Saved entries
------

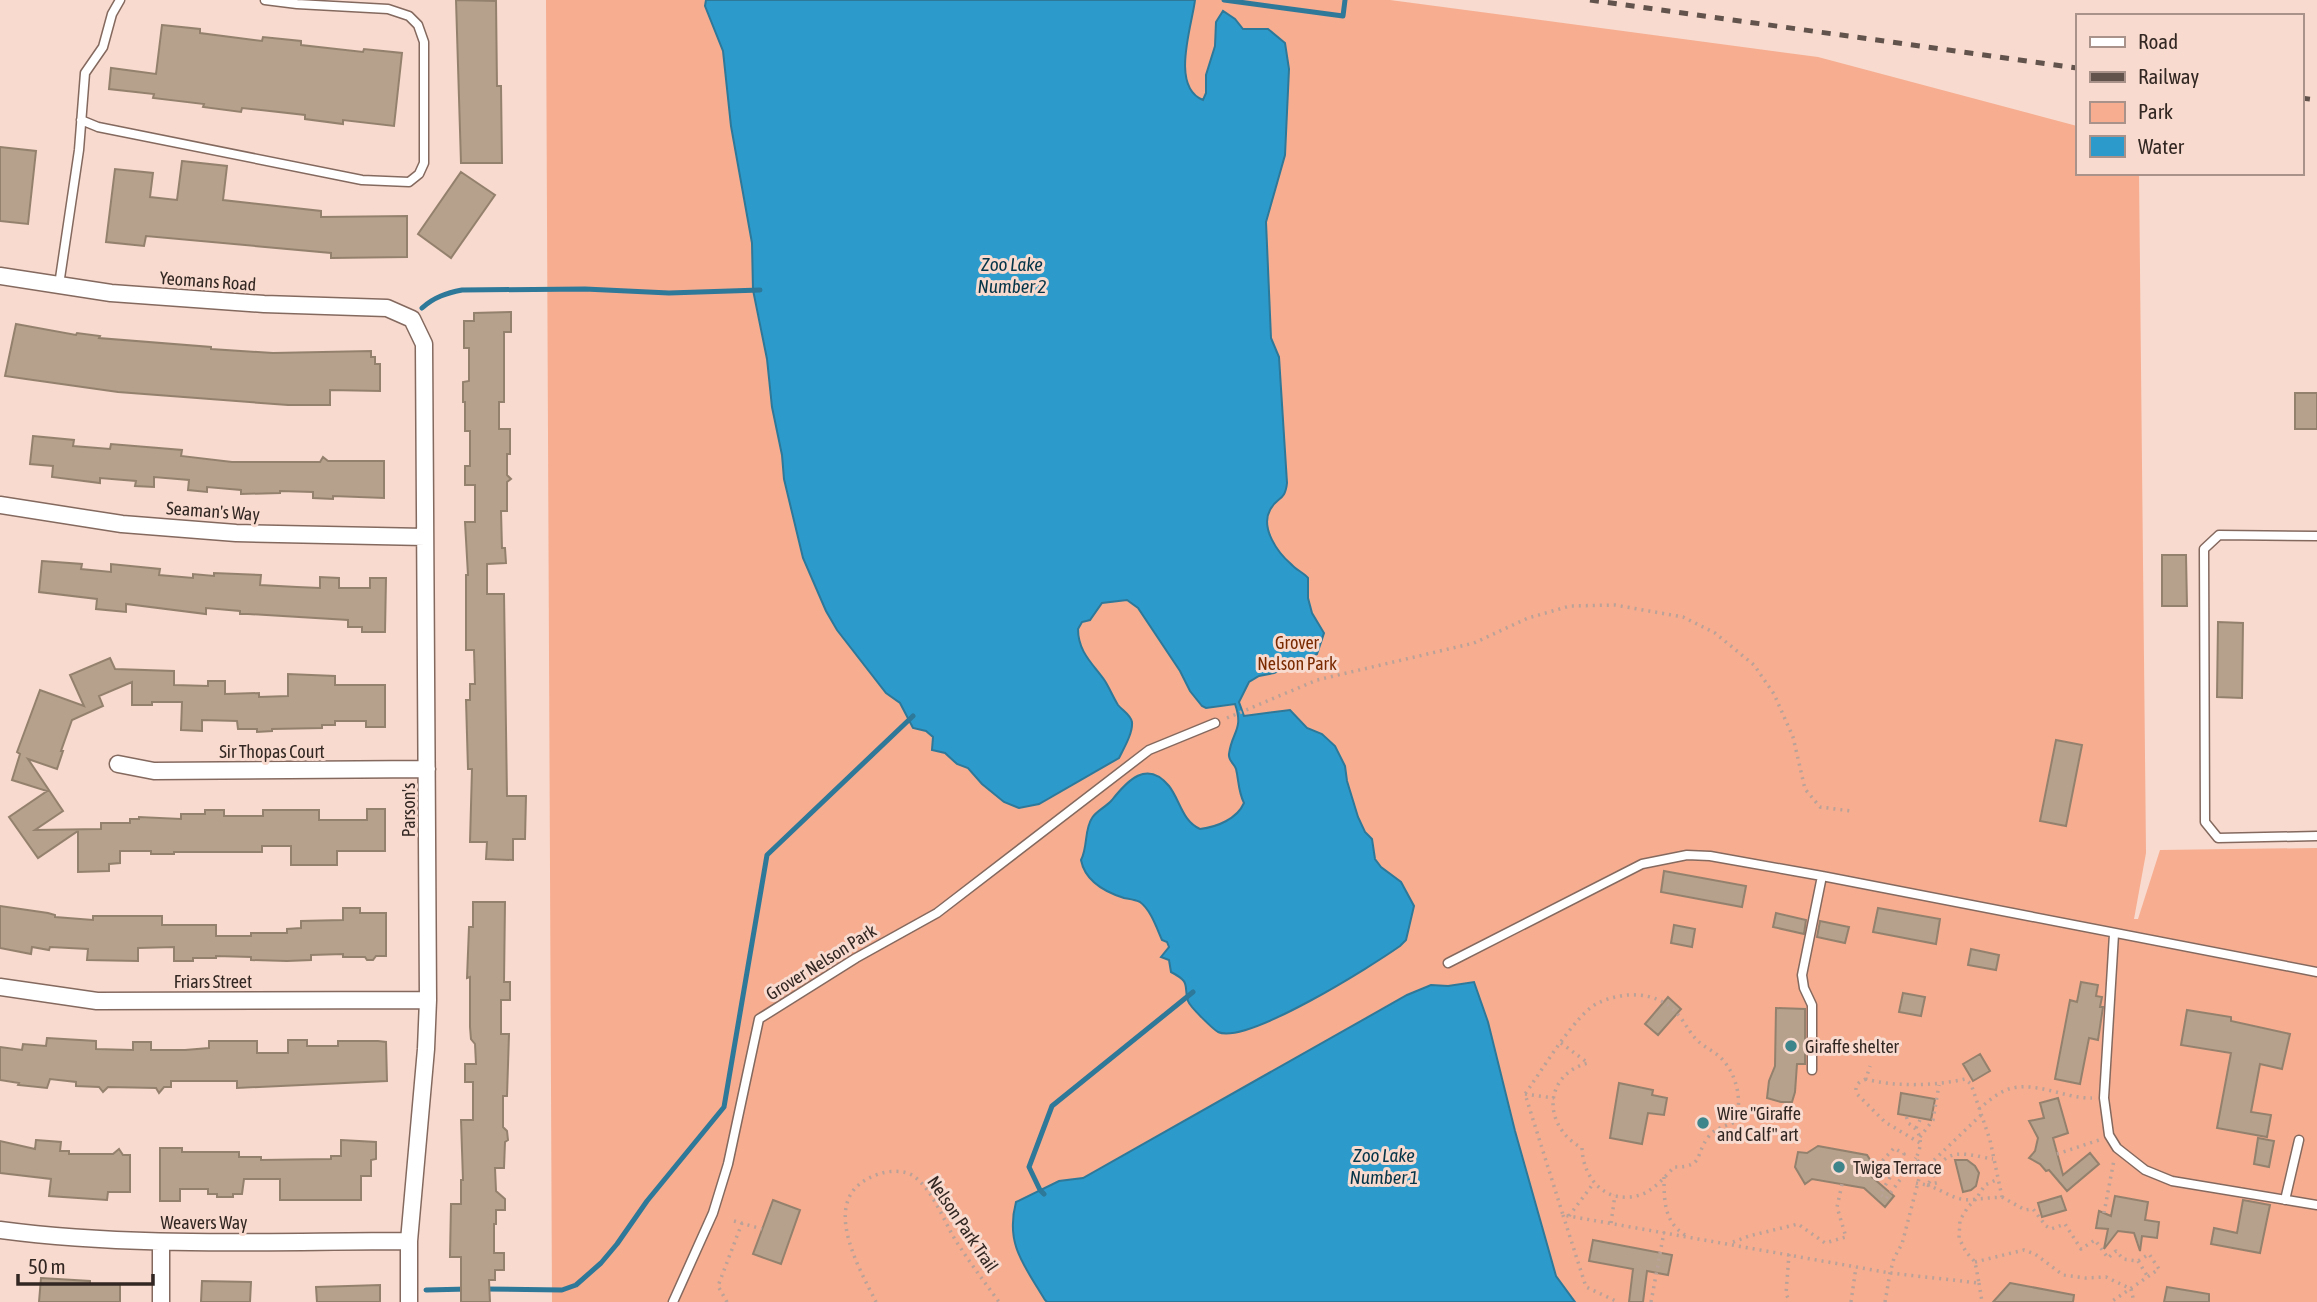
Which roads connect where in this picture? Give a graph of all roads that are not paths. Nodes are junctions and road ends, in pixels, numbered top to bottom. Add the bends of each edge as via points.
1 (120, 0) edge
2 (265, 0) edge
3 (81, 120) junction
4 (0, 276) edge
5 (59, 285) junction
6 (412, 319) joint
7 (0, 505) edge
8 (2317, 536) edge
9 (425, 537) junction
10 (1215, 723) dead end
11 (118, 764) dead end
12 (427, 769) junction
13 (2317, 836) edge
14 (1822, 876) junction
15 (2114, 934) junction
16 (1448, 963) dead end
17 (2317, 972) edge
18 (0, 987) edge
19 (428, 1000) junction
20 (1812, 1070) dead end
21 (2299, 1140) dead end
22 (2285, 1200) junction
23 (2317, 1205) edge
24 (0, 1230) edge
25 (409, 1241) junction
26 (161, 1242) junction
27 (161, 1302) edge
28 (409, 1302) edge
29 (673, 1302) edge

1 - 3 lane via 103,47 85,73
2 - 3 lane via 388,9 409,16 418,25 424,42 424,163 419,174 409,182 362,180
3 - 5 lane
4 - 5 street, Yeomans Road
5 - 6 street, Yeomans Road via 264,304 387,308
6 - 9 street, Parson's via 424,344
7 - 9 street, Seaman's Way via 122,523 236,533
8 - 13 lane via 2219,535 2204,549 2204,563 2205,822 2218,838
9 - 12 street, Parson's
10 - 29 lane, Grover Nelson Park via 1149,750 937,913 759,1019 724,1176 708,1225
11 - 12 street, Sir Thopas Court via 154,771
12 - 19 street, Parson's
14 - 15 lane
14 - 16 lane via 1710,856 1663,858
14 - 20 lane via 1802,975 1812,1005
15 - 17 lane
15 - 22 lane via 2104,1098 2109,1135 2117,1148 2145,1170 2172,1181
18 - 19 street, Friars Street via 97,1001
19 - 25 street, Parson's
21 - 22 lane
22 - 23 lane
24 - 26 street, Weavers Way
25 - 26 street, Weavers Way
25 - 28 street, Parson's
26 - 27 street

------

[Your goal] Show the lines of the records that include the string "Parson".

[Solution to this task]
6 - 9 street, Parson's via 424,344
9 - 12 street, Parson's
12 - 19 street, Parson's
19 - 25 street, Parson's
25 - 28 street, Parson's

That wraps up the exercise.